____ SOURCE MATERIAL
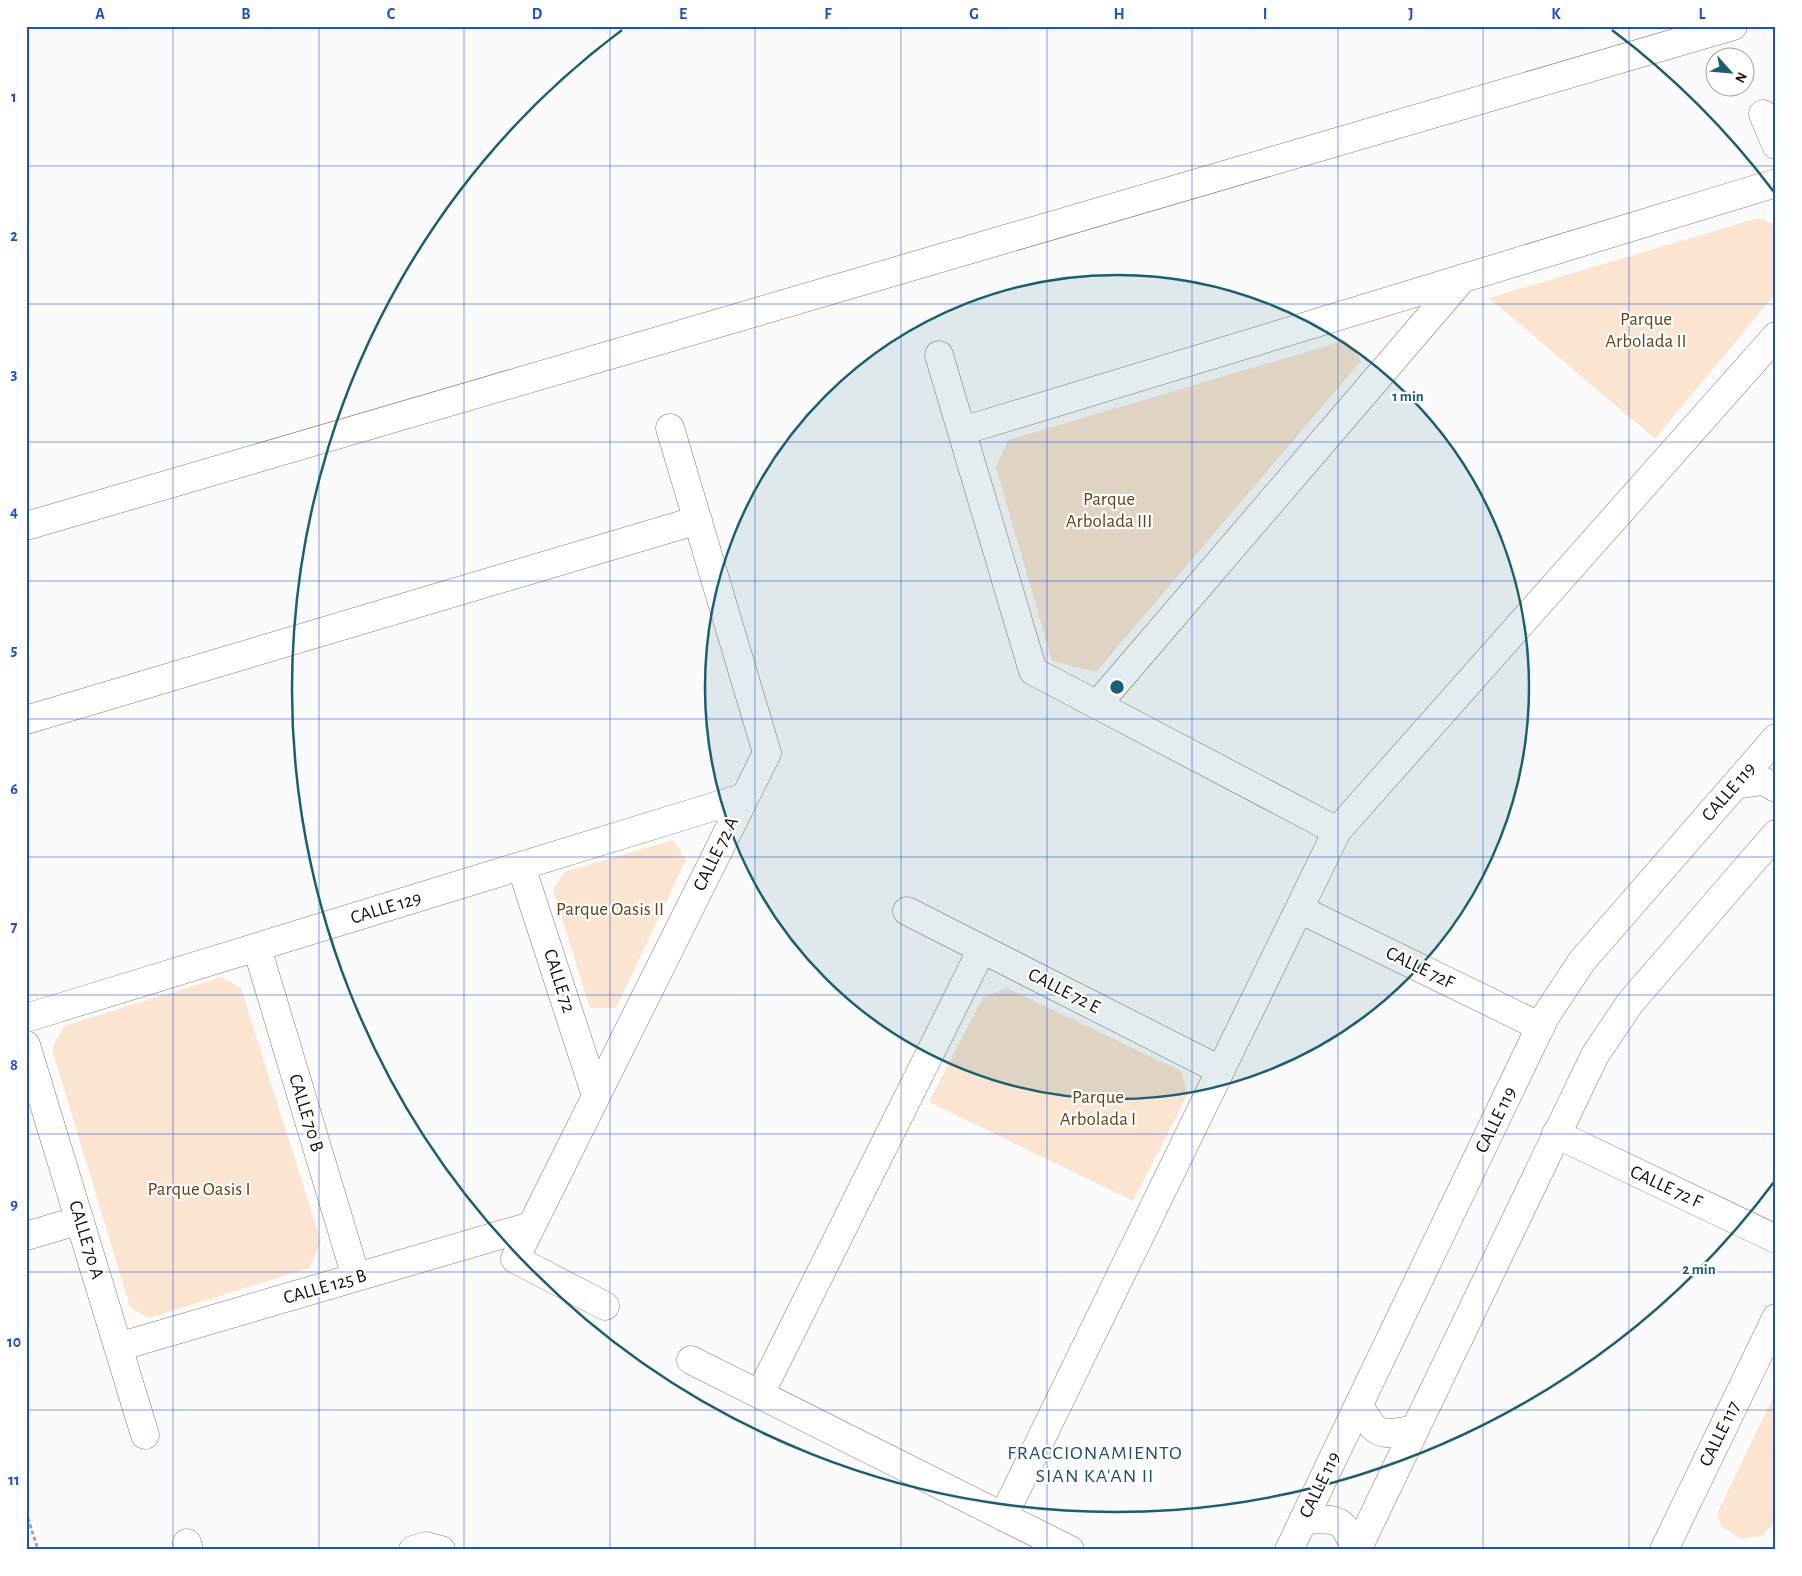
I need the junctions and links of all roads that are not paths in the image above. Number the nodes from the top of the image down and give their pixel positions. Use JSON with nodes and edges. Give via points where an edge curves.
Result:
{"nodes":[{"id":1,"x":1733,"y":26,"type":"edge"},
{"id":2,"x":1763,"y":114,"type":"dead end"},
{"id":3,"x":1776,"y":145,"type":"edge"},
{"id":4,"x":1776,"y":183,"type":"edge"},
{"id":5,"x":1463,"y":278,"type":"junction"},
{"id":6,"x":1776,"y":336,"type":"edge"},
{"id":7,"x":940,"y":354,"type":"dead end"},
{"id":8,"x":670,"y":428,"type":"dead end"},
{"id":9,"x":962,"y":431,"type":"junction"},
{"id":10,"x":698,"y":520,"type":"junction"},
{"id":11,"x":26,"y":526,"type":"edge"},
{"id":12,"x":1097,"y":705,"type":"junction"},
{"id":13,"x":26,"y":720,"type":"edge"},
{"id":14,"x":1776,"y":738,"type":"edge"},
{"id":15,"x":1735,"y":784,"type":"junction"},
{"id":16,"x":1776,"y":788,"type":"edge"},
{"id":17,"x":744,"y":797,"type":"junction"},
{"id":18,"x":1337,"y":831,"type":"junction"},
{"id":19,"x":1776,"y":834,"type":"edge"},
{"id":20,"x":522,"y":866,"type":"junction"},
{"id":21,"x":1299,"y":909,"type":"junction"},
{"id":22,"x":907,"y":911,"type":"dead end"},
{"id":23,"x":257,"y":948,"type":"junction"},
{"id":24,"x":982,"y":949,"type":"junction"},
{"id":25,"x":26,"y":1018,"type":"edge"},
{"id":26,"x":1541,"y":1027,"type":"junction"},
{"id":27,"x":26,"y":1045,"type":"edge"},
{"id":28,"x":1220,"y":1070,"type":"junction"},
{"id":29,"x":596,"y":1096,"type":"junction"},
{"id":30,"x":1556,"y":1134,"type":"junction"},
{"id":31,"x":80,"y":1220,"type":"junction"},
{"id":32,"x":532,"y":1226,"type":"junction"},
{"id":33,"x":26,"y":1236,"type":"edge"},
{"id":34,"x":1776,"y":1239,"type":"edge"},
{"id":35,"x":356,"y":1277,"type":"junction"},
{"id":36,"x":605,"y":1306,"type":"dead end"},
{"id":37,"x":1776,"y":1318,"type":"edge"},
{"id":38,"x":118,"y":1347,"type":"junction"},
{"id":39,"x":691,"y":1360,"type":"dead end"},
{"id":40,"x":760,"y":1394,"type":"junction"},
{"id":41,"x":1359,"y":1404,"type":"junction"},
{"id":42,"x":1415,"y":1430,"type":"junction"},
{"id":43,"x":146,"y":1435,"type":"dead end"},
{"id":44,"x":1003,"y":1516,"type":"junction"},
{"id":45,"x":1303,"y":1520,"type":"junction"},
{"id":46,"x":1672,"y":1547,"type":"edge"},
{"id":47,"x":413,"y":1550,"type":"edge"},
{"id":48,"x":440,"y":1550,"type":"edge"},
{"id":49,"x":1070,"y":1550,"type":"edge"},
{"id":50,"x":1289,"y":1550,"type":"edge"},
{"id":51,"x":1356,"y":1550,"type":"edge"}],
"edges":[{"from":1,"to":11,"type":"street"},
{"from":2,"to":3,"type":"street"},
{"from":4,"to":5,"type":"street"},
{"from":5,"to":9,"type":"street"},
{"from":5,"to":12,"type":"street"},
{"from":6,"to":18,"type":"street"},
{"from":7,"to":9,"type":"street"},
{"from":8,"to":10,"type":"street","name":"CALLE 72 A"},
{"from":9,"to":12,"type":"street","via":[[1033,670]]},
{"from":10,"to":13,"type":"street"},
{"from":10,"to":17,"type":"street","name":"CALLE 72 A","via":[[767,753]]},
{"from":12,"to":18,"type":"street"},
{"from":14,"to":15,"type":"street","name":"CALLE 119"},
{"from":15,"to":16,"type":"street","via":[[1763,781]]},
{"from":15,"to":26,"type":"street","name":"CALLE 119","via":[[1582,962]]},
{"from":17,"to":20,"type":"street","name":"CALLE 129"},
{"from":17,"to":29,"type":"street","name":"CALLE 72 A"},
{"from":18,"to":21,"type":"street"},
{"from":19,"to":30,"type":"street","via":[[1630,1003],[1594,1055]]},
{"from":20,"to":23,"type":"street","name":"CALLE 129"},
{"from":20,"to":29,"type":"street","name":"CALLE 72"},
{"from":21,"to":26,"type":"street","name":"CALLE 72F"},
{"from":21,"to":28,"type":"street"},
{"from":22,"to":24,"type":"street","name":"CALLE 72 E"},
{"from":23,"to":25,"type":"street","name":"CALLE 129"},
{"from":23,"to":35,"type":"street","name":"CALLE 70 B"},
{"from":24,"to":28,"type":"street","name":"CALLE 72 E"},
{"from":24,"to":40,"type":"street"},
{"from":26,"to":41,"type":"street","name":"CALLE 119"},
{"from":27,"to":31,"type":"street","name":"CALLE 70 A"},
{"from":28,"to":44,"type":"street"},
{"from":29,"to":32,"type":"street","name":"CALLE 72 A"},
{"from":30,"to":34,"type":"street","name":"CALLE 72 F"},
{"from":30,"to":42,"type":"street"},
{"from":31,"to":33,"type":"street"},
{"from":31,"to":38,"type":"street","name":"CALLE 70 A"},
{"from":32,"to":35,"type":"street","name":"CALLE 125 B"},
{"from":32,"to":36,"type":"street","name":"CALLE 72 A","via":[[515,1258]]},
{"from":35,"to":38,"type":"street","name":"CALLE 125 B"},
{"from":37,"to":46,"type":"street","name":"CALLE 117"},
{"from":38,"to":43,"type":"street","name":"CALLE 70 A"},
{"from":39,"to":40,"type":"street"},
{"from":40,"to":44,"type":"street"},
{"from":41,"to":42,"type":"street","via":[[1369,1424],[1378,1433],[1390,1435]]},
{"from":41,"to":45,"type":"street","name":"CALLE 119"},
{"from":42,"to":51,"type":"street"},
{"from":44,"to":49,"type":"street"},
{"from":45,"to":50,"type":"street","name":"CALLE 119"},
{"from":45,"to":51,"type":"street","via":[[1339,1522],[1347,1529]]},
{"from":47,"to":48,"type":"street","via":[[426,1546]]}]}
________
> **YOUR TASK**:
The expected answer is each line of the records above that includes the string "edges".

> **EXPECTED OUTPUT**:
I need the junctions and links of all roads that are not paths in the image above. Number the nodes from the top of the image down and give their pixel positions. Use JSON with nodes and edges. Give via points where an edge curves.
"edges":[{"from":1,"to":11,"type":"street"},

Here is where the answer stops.